_YOUR OBJECTIVE_
After reading the data below, copy out every line that contains the word "road".
═══ DATA SHOWN ═══
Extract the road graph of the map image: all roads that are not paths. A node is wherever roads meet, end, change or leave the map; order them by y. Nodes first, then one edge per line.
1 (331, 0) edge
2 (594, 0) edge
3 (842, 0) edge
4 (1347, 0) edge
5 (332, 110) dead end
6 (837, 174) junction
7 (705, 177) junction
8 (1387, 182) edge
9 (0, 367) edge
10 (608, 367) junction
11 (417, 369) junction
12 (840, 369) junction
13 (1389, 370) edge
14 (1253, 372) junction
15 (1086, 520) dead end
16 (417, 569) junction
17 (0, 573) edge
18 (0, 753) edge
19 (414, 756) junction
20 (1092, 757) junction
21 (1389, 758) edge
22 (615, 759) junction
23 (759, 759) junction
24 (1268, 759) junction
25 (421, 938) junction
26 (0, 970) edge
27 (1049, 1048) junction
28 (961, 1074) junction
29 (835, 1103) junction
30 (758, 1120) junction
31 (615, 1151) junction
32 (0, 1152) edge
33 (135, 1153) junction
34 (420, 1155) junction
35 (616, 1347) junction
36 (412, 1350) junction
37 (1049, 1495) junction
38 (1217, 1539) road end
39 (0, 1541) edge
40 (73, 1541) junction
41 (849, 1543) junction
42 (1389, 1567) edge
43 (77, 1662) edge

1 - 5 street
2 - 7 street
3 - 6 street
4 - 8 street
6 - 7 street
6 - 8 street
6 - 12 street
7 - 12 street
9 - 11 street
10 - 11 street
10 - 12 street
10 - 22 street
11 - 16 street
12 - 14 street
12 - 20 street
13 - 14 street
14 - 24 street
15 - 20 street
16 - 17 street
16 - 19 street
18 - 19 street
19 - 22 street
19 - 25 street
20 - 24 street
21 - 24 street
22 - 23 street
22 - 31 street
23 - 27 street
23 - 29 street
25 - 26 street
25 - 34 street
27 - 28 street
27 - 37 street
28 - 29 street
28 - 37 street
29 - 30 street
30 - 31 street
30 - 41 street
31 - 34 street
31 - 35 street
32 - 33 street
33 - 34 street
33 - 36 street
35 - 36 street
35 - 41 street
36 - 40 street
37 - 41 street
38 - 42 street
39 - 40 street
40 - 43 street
═══
_REPLY_
Extract the road graph of the map image: all roads that are not paths. A node is wherever roads meet, end, change or leave the map; order them by y. Nodes first, then one edge per line.
38 (1217, 1539) road end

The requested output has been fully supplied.